» Provided information:
((
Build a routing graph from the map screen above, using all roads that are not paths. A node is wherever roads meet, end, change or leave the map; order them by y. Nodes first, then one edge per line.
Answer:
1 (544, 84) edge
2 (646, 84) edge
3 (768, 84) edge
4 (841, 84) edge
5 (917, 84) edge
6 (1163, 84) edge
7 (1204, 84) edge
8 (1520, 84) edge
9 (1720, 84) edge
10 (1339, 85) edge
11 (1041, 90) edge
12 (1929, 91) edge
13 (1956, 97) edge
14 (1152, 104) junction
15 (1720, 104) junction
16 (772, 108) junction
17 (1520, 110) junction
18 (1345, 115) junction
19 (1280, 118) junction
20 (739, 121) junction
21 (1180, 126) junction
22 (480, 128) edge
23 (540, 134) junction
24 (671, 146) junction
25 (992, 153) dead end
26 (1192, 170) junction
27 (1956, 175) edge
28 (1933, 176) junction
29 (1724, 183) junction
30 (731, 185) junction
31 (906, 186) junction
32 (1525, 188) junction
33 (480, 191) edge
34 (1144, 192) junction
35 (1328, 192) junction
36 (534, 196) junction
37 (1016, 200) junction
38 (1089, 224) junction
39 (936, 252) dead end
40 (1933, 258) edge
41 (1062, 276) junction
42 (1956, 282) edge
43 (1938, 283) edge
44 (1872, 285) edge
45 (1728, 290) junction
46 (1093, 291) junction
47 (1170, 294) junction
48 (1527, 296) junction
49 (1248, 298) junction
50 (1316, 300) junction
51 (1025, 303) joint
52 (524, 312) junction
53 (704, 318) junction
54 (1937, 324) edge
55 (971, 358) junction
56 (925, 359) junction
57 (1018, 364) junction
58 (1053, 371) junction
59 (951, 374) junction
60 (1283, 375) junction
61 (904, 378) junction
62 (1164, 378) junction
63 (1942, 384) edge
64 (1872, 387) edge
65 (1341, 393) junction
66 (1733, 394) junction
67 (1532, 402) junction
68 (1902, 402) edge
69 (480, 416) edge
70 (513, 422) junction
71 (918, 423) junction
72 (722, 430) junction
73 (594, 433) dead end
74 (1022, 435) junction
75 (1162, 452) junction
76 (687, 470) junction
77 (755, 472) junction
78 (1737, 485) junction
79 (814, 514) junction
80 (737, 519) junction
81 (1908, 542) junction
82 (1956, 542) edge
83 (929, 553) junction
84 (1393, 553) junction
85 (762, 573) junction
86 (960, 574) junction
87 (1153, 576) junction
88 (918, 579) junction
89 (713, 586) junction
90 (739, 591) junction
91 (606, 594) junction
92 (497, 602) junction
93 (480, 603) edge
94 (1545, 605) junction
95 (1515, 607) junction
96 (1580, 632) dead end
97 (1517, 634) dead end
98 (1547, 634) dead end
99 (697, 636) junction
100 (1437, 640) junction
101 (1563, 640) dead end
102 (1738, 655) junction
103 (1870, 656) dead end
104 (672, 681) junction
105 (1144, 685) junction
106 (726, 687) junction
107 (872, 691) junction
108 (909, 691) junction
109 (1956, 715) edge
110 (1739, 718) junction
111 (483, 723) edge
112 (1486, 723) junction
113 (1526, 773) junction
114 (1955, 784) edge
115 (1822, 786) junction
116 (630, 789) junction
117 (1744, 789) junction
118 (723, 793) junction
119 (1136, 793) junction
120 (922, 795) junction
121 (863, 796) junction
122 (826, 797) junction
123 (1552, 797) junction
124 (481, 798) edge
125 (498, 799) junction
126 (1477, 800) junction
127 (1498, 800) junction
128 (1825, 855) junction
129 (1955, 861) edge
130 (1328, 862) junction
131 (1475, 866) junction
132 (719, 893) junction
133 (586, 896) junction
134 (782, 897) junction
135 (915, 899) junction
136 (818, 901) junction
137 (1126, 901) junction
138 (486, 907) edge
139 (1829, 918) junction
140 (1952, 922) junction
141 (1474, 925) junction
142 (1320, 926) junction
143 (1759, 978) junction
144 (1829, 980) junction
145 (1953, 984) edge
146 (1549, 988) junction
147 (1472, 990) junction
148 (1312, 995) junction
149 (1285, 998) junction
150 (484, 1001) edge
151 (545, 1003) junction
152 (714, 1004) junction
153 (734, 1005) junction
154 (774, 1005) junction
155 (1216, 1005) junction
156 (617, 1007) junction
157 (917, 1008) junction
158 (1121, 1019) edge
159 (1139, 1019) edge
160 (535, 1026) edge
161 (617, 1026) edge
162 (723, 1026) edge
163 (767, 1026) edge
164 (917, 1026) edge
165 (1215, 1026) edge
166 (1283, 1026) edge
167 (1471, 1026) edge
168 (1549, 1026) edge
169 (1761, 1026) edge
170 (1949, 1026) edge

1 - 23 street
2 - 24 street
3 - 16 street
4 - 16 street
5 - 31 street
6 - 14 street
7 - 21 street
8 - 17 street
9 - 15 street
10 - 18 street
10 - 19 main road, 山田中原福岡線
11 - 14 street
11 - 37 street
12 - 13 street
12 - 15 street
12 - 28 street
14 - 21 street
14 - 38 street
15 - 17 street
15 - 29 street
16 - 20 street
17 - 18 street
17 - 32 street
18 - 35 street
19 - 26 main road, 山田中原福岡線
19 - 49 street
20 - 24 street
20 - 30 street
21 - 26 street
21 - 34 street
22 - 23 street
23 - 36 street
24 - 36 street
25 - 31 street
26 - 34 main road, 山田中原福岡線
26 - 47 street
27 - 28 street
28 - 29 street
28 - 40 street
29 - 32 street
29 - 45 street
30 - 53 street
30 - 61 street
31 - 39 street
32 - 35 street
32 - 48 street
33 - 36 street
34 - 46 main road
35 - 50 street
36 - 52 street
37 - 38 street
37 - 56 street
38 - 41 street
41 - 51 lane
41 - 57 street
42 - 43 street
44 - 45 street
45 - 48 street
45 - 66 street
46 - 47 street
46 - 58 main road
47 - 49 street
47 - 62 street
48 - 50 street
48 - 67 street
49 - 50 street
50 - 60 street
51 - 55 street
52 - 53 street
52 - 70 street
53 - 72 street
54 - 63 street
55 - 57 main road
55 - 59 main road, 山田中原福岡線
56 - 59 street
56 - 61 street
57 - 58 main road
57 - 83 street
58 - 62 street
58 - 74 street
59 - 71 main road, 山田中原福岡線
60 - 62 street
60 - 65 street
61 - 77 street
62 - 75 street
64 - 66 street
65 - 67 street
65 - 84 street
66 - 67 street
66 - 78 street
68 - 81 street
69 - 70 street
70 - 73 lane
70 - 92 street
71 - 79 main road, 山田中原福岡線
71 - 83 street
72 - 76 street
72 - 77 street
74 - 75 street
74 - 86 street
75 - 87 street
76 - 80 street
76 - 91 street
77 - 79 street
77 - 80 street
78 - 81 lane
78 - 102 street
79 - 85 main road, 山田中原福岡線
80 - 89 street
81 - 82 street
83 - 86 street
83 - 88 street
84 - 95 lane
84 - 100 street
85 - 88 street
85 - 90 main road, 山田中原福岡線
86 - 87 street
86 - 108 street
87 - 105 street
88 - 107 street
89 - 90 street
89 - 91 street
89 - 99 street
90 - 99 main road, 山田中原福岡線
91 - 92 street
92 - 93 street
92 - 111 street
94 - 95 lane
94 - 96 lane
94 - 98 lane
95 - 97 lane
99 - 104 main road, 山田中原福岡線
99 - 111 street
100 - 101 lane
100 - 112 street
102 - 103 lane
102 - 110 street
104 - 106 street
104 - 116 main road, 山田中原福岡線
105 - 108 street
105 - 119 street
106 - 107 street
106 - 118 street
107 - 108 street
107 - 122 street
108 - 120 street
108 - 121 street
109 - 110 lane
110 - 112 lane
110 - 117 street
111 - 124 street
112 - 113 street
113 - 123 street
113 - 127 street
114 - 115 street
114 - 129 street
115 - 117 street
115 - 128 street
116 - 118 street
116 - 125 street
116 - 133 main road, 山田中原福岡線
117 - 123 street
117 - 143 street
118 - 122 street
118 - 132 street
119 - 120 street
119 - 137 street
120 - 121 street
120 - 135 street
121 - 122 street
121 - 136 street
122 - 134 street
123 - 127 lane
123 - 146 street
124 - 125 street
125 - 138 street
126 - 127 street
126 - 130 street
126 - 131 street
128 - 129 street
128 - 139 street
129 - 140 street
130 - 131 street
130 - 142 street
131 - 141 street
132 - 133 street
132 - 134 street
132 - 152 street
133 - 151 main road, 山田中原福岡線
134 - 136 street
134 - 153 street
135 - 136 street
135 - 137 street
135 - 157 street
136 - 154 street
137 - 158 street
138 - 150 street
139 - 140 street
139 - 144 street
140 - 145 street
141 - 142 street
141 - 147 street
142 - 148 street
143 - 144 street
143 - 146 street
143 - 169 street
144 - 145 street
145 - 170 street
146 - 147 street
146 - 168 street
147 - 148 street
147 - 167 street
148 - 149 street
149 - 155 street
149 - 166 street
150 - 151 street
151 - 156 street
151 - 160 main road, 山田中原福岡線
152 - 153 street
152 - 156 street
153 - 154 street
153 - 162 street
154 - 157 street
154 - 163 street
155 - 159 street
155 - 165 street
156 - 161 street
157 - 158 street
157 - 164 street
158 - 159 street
))
((
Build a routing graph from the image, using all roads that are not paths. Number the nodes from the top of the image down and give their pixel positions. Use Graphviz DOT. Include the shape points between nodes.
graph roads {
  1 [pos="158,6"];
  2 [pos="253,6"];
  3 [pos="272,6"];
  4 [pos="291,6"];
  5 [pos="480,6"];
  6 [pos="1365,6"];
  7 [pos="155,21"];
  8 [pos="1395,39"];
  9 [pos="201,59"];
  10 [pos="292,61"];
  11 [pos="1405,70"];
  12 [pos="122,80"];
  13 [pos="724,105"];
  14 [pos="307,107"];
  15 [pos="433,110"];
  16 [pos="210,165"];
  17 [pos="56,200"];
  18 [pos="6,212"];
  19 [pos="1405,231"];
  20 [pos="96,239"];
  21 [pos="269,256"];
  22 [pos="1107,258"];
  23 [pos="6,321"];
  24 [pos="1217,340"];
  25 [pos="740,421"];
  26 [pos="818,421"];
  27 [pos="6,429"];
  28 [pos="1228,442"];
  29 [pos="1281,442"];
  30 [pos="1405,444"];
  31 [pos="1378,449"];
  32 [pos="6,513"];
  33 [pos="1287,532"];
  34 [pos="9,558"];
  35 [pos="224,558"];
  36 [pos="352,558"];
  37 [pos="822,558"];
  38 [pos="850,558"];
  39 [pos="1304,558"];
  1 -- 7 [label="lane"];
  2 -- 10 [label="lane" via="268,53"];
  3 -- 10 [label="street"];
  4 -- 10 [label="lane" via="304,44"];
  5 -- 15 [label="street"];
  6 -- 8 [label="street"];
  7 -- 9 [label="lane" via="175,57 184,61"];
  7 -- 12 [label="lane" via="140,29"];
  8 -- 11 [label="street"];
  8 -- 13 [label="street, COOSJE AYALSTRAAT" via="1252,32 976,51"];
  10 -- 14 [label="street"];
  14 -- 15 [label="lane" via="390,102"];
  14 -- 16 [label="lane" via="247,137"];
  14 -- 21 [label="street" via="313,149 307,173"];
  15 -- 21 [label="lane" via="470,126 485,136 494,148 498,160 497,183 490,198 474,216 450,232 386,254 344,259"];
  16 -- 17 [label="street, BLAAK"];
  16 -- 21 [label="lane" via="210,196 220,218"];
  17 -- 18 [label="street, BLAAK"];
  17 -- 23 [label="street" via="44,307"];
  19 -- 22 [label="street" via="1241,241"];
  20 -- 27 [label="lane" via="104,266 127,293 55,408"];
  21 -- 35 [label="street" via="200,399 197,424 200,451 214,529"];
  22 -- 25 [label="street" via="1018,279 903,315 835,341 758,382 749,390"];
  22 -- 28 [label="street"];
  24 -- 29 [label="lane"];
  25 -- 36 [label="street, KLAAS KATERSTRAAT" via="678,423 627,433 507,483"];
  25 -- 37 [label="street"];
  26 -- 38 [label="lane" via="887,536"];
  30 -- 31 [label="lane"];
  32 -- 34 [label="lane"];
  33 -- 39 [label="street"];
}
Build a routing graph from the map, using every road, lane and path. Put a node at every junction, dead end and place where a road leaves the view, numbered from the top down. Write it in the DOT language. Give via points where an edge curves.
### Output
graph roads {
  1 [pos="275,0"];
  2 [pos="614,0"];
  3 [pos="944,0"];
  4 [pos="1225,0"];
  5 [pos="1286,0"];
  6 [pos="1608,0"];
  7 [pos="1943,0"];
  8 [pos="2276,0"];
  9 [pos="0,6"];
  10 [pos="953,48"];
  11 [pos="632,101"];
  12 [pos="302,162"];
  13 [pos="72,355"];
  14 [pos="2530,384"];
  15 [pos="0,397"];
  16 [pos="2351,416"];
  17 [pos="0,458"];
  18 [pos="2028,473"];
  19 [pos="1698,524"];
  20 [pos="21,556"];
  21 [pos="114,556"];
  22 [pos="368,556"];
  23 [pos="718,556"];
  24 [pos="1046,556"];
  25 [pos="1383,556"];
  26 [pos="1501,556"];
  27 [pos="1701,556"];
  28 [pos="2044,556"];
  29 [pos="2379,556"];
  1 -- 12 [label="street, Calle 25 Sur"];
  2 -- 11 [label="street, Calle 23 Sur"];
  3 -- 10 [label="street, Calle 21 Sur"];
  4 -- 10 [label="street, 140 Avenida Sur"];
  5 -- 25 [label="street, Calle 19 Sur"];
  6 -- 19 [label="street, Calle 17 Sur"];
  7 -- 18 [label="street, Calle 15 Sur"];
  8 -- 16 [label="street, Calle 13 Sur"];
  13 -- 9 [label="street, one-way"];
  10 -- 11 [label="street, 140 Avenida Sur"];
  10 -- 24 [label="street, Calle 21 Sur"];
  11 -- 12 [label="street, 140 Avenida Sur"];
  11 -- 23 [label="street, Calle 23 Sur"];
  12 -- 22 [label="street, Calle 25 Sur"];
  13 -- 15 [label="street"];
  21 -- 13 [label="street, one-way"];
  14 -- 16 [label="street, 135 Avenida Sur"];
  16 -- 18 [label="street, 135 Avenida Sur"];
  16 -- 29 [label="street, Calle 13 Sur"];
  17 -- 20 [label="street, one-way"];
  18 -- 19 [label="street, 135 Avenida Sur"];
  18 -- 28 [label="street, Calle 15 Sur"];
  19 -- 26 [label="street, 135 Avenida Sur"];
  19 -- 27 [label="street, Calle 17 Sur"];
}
))
((
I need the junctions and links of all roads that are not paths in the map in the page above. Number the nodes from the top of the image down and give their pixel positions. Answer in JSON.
))
Search the listing for the word "above". Copy every line in which it occurs.

» Solution to this problem:
Build a routing graph from the map screen above, using all roads that are not paths. A node is wherever roads meet, end, change or leave the map; order them by y. Nodes first, then one edge per line.
I need the junctions and links of all roads that are not paths in the map in the page above. Number the nodes from the top of the image down and give their pixel positions. Answer in JSON.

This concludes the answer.